EXERCISE OBJECTIVE
Output all of the records word for word and drop the images.

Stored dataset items
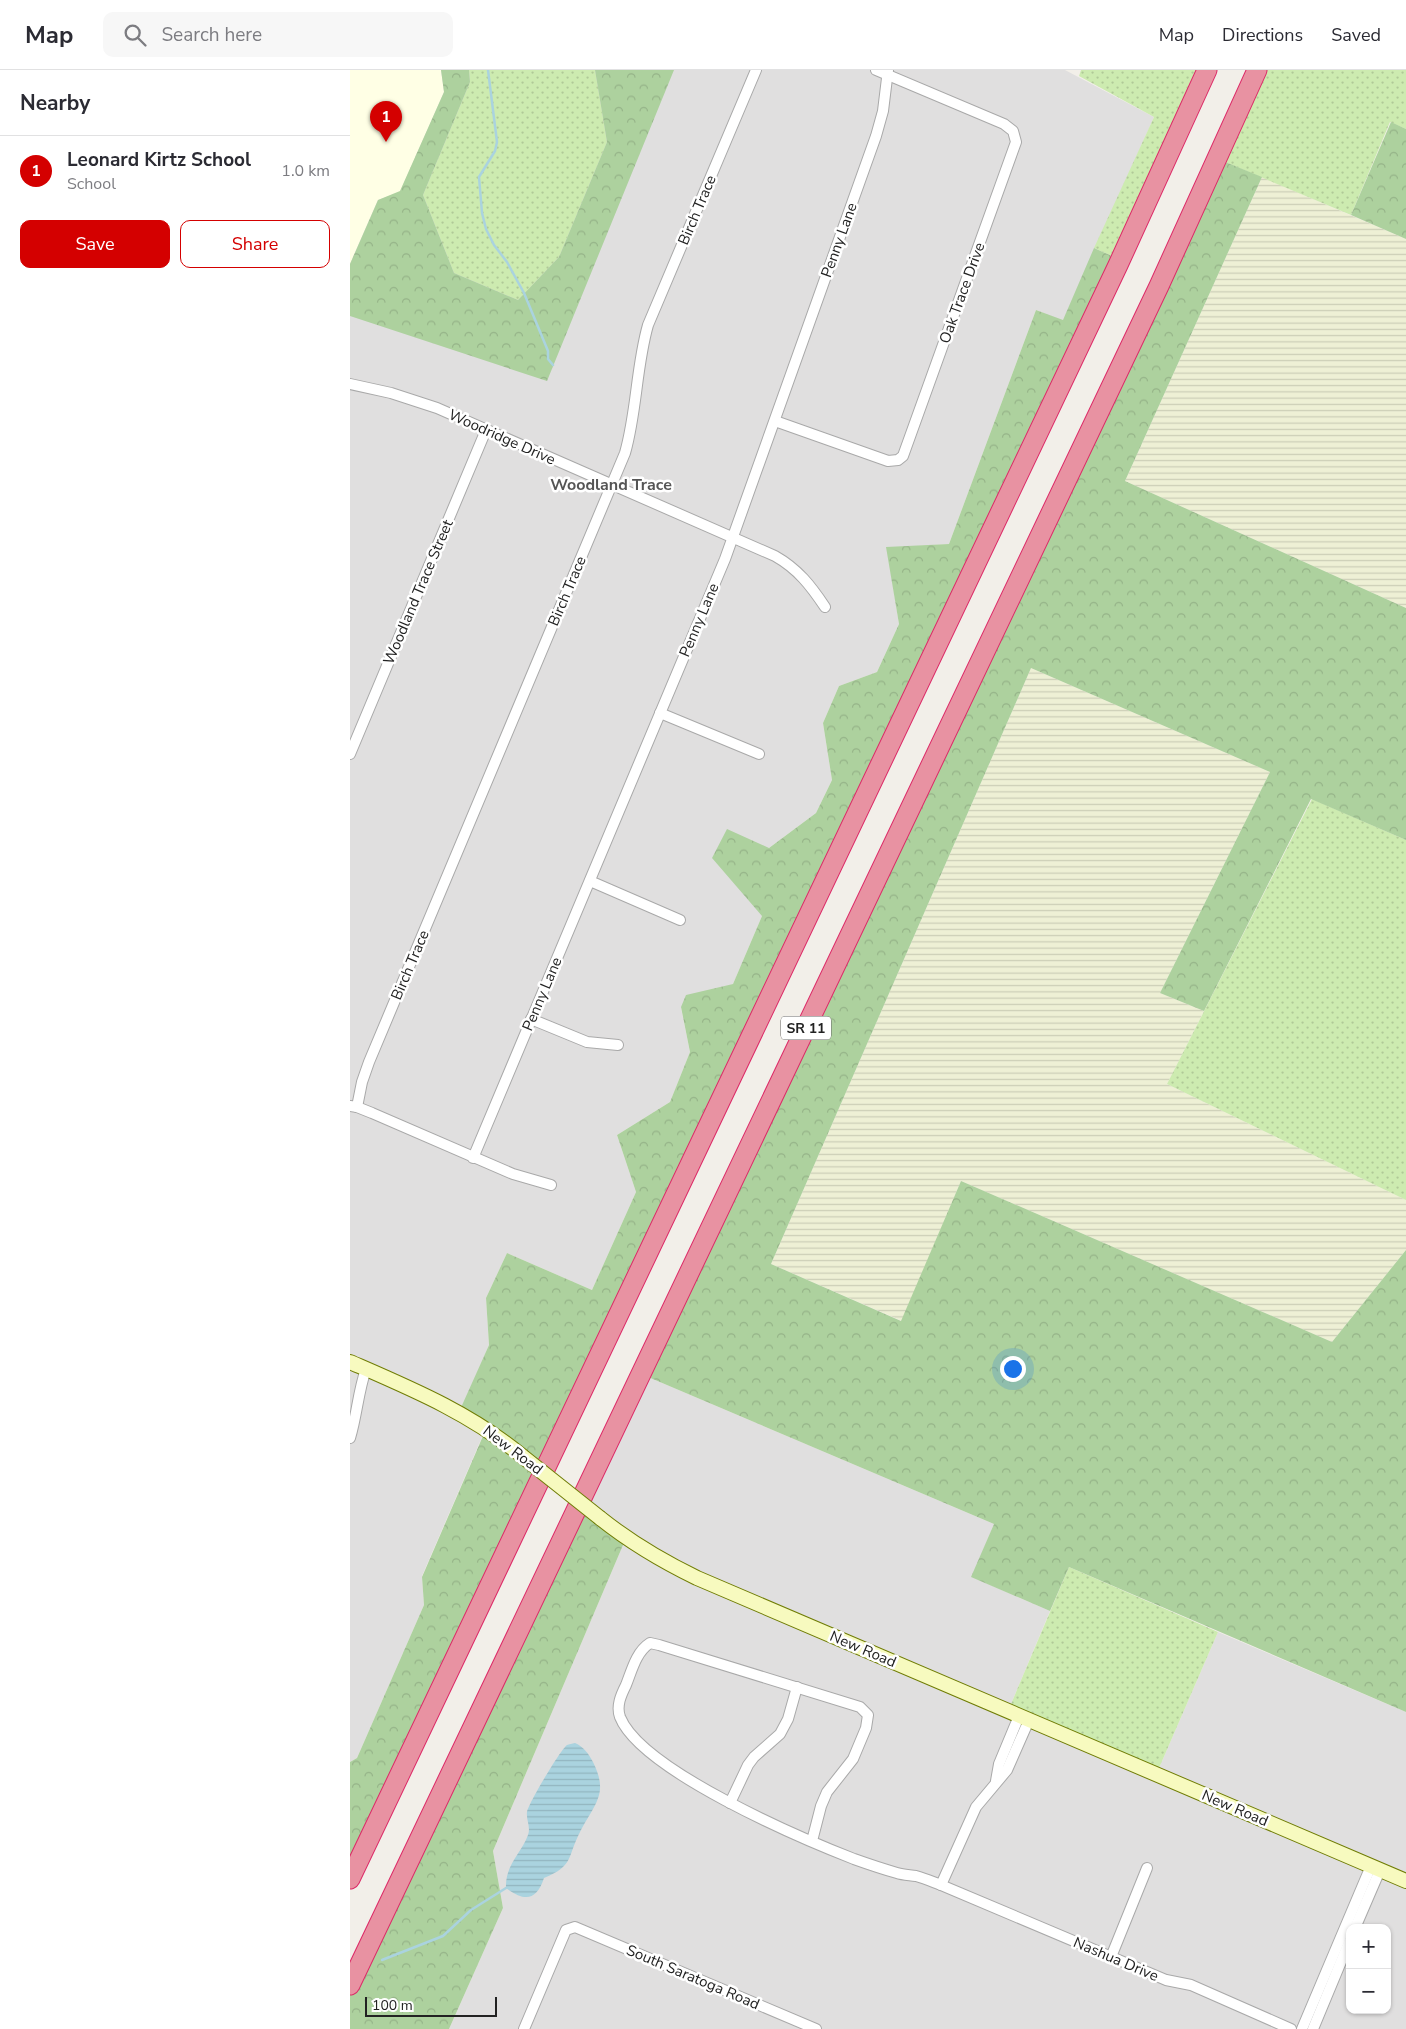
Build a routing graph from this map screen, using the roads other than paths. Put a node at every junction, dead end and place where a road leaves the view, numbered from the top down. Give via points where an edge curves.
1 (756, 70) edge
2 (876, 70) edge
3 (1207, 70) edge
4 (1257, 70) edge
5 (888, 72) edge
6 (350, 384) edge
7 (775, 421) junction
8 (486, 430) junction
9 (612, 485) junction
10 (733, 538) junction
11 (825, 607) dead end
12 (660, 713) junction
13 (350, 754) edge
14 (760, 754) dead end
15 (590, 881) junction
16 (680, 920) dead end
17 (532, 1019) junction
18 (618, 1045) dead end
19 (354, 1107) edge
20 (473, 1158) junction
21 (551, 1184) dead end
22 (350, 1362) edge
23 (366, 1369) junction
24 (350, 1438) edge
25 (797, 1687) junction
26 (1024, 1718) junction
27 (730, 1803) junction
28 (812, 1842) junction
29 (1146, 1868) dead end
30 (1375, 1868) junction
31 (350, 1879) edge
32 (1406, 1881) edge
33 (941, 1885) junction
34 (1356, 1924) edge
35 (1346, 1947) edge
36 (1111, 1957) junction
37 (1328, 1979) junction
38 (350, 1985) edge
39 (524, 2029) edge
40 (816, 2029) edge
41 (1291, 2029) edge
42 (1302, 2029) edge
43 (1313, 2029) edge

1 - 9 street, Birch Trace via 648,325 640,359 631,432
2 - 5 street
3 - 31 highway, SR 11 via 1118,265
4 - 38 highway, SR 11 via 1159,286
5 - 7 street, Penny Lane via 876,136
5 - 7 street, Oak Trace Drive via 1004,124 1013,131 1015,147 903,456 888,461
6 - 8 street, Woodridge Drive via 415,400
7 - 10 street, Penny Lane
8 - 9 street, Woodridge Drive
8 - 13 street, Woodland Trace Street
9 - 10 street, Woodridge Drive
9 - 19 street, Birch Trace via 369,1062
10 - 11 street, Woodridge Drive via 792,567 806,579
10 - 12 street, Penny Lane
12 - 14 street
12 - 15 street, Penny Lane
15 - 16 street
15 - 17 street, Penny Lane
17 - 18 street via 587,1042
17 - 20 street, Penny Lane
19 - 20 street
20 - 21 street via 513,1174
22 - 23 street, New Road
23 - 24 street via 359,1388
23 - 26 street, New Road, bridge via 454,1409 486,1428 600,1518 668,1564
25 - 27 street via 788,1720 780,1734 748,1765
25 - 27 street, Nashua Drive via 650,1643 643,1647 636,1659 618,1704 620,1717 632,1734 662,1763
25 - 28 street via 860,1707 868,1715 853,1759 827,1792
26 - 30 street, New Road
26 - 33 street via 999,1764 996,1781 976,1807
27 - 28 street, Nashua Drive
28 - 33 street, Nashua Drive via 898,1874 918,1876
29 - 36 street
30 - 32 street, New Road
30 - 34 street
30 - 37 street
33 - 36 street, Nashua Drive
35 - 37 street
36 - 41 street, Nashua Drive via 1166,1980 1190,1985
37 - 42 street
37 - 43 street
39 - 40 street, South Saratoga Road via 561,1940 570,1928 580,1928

OUTPUT
Build a routing graph from this map screen, using the roads other than paths. Put a node at every junction, dead end and place where a road leaves the view, numbered from the top down. Give via points where an edge curves.
1 (756, 70) edge
2 (876, 70) edge
3 (1207, 70) edge
4 (1257, 70) edge
5 (888, 72) edge
6 (350, 384) edge
7 (775, 421) junction
8 (486, 430) junction
9 (612, 485) junction
10 (733, 538) junction
11 (825, 607) dead end
12 (660, 713) junction
13 (350, 754) edge
14 (760, 754) dead end
15 (590, 881) junction
16 (680, 920) dead end
17 (532, 1019) junction
18 (618, 1045) dead end
19 (354, 1107) edge
20 (473, 1158) junction
21 (551, 1184) dead end
22 (350, 1362) edge
23 (366, 1369) junction
24 (350, 1438) edge
25 (797, 1687) junction
26 (1024, 1718) junction
27 (730, 1803) junction
28 (812, 1842) junction
29 (1146, 1868) dead end
30 (1375, 1868) junction
31 (350, 1879) edge
32 (1406, 1881) edge
33 (941, 1885) junction
34 (1356, 1924) edge
35 (1346, 1947) edge
36 (1111, 1957) junction
37 (1328, 1979) junction
38 (350, 1985) edge
39 (524, 2029) edge
40 (816, 2029) edge
41 (1291, 2029) edge
42 (1302, 2029) edge
43 (1313, 2029) edge

1 - 9 street, Birch Trace via 648,325 640,359 631,432
2 - 5 street
3 - 31 highway, SR 11 via 1118,265
4 - 38 highway, SR 11 via 1159,286
5 - 7 street, Penny Lane via 876,136
5 - 7 street, Oak Trace Drive via 1004,124 1013,131 1015,147 903,456 888,461
6 - 8 street, Woodridge Drive via 415,400
7 - 10 street, Penny Lane
8 - 9 street, Woodridge Drive
8 - 13 street, Woodland Trace Street
9 - 10 street, Woodridge Drive
9 - 19 street, Birch Trace via 369,1062
10 - 11 street, Woodridge Drive via 792,567 806,579
10 - 12 street, Penny Lane
12 - 14 street
12 - 15 street, Penny Lane
15 - 16 street
15 - 17 street, Penny Lane
17 - 18 street via 587,1042
17 - 20 street, Penny Lane
19 - 20 street
20 - 21 street via 513,1174
22 - 23 street, New Road
23 - 24 street via 359,1388
23 - 26 street, New Road, bridge via 454,1409 486,1428 600,1518 668,1564
25 - 27 street via 788,1720 780,1734 748,1765
25 - 27 street, Nashua Drive via 650,1643 643,1647 636,1659 618,1704 620,1717 632,1734 662,1763
25 - 28 street via 860,1707 868,1715 853,1759 827,1792
26 - 30 street, New Road
26 - 33 street via 999,1764 996,1781 976,1807
27 - 28 street, Nashua Drive
28 - 33 street, Nashua Drive via 898,1874 918,1876
29 - 36 street
30 - 32 street, New Road
30 - 34 street
30 - 37 street
33 - 36 street, Nashua Drive
35 - 37 street
36 - 41 street, Nashua Drive via 1166,1980 1190,1985
37 - 42 street
37 - 43 street
39 - 40 street, South Saratoga Road via 561,1940 570,1928 580,1928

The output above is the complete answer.